Copy all entries exactly, and wherever an entry holds a picture, leave that picture out.
++++ RECORDS SUPPLIED ++++
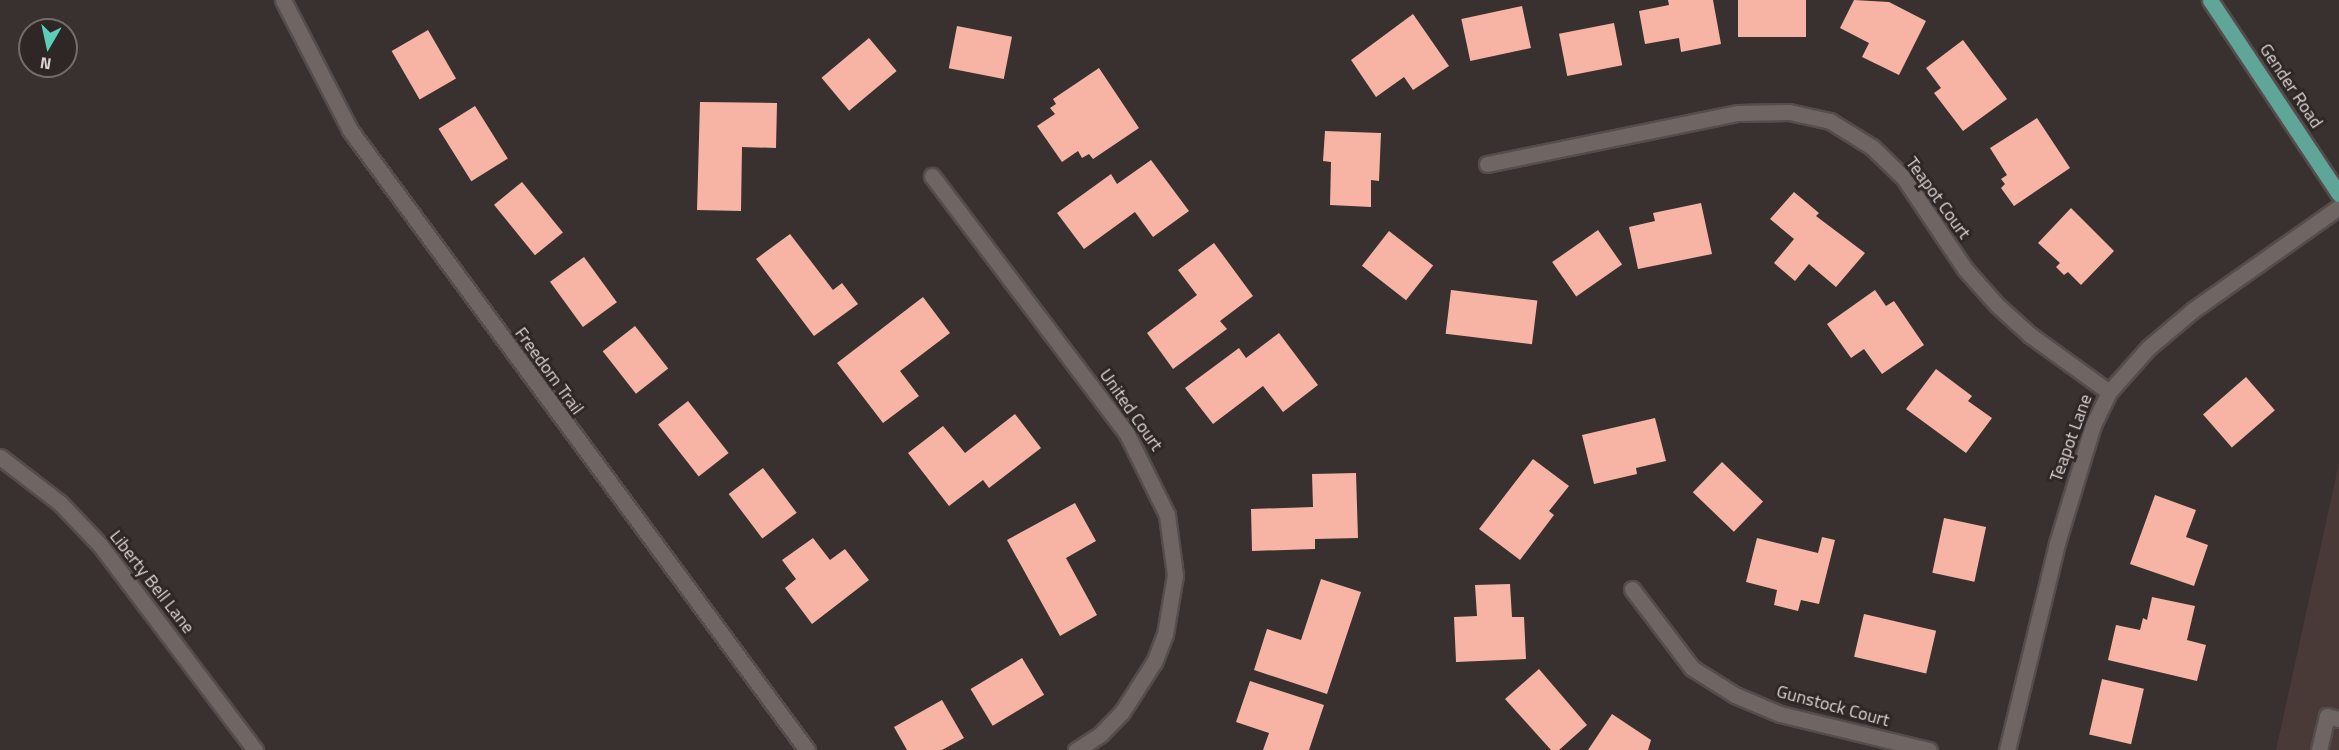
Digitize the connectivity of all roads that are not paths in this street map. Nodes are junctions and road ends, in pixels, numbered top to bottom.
1 (283, 0) edge
2 (2210, 0) edge
3 (1487, 164) dead end
4 (932, 176) dead end
5 (2339, 194) edge
6 (2339, 207) edge
7 (2109, 392) junction
8 (0, 457) edge
9 (1632, 589) dead end
10 (2339, 719) edge
11 (255, 750) edge
12 (807, 750) edge
13 (1076, 750) edge
14 (1929, 750) edge
15 (2007, 750) edge
16 (2319, 750) edge

1 - 12 street, Freedom Trail
2 - 5 main road, Gender Road
3 - 7 street, Teapot Court
4 - 13 street, United Court
6 - 7 street, Teapot Lane
7 - 15 street, Teapot Lane
8 - 11 street, Liberty Bell Lane
9 - 14 street, Gunstock Court
10 - 16 street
++++
## YOUR SOLUTION
Digitize the connectivity of all roads that are not paths in this street map. Nodes are junctions and road ends, in pixels, numbered top to bottom.
1 (283, 0) edge
2 (2210, 0) edge
3 (1487, 164) dead end
4 (932, 176) dead end
5 (2339, 194) edge
6 (2339, 207) edge
7 (2109, 392) junction
8 (0, 457) edge
9 (1632, 589) dead end
10 (2339, 719) edge
11 (255, 750) edge
12 (807, 750) edge
13 (1076, 750) edge
14 (1929, 750) edge
15 (2007, 750) edge
16 (2319, 750) edge

1 - 12 street, Freedom Trail
2 - 5 main road, Gender Road
3 - 7 street, Teapot Court
4 - 13 street, United Court
6 - 7 street, Teapot Lane
7 - 15 street, Teapot Lane
8 - 11 street, Liberty Bell Lane
9 - 14 street, Gunstock Court
10 - 16 street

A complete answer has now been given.